# [Work required]
Whenever the word "paths" turns up in a line below, that line should be copied.

(Saved data entries)
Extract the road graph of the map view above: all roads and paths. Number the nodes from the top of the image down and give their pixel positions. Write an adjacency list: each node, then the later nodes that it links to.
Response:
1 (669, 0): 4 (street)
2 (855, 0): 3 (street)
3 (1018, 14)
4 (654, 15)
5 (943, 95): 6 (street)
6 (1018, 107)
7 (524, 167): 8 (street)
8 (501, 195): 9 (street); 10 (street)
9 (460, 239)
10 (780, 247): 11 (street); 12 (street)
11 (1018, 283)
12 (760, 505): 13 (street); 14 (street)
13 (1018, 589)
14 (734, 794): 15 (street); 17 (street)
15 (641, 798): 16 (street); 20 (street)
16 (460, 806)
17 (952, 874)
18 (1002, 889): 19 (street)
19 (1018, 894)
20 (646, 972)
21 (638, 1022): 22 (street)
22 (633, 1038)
--
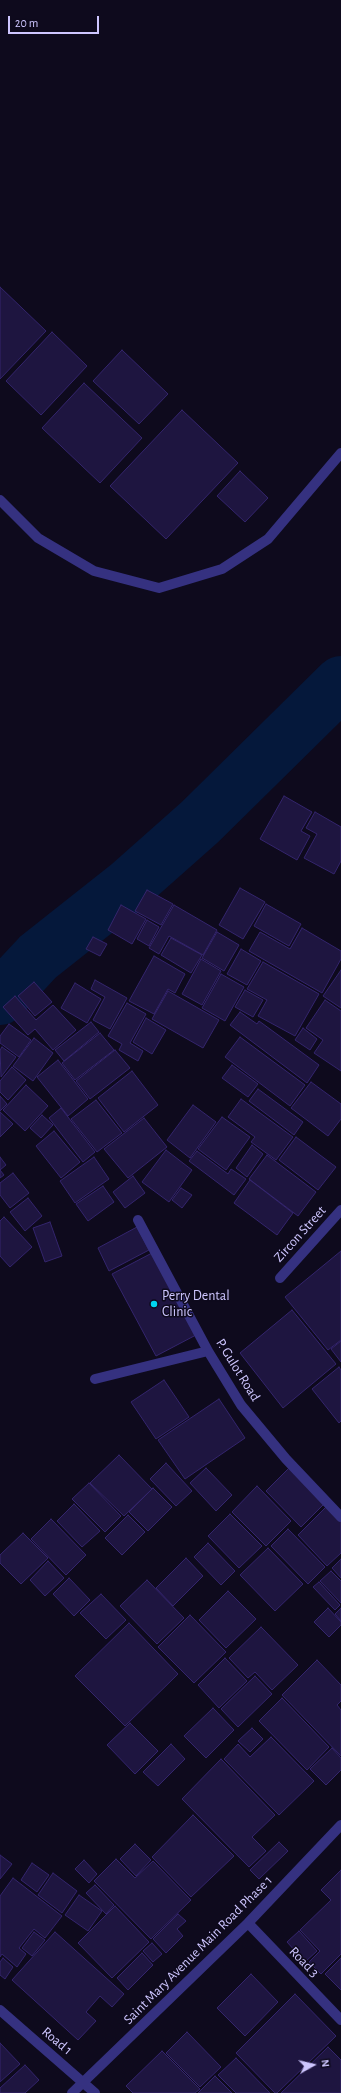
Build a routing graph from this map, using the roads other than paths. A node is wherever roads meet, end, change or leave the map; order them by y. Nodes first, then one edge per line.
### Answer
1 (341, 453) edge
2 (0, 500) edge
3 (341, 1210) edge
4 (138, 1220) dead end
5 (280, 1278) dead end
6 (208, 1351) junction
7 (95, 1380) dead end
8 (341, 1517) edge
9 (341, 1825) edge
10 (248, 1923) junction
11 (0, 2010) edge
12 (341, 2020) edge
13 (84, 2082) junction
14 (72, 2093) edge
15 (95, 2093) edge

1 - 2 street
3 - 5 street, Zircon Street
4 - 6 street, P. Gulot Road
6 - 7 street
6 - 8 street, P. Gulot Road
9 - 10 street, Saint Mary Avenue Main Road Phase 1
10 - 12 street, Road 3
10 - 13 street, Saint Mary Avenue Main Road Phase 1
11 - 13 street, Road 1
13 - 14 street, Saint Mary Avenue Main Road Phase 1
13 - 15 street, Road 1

# [Problem solution]
Extract the road graph of the map view above: all roads and paths. Number the nodes from the top of the image down and give their pixel positions. Write an adjacency list: each node, then the later nodes that it links to.
Build a routing graph from this map, using the roads other than paths. A node is wherever roads meet, end, change or leave the map; order them by y. Nodes first, then one edge per line.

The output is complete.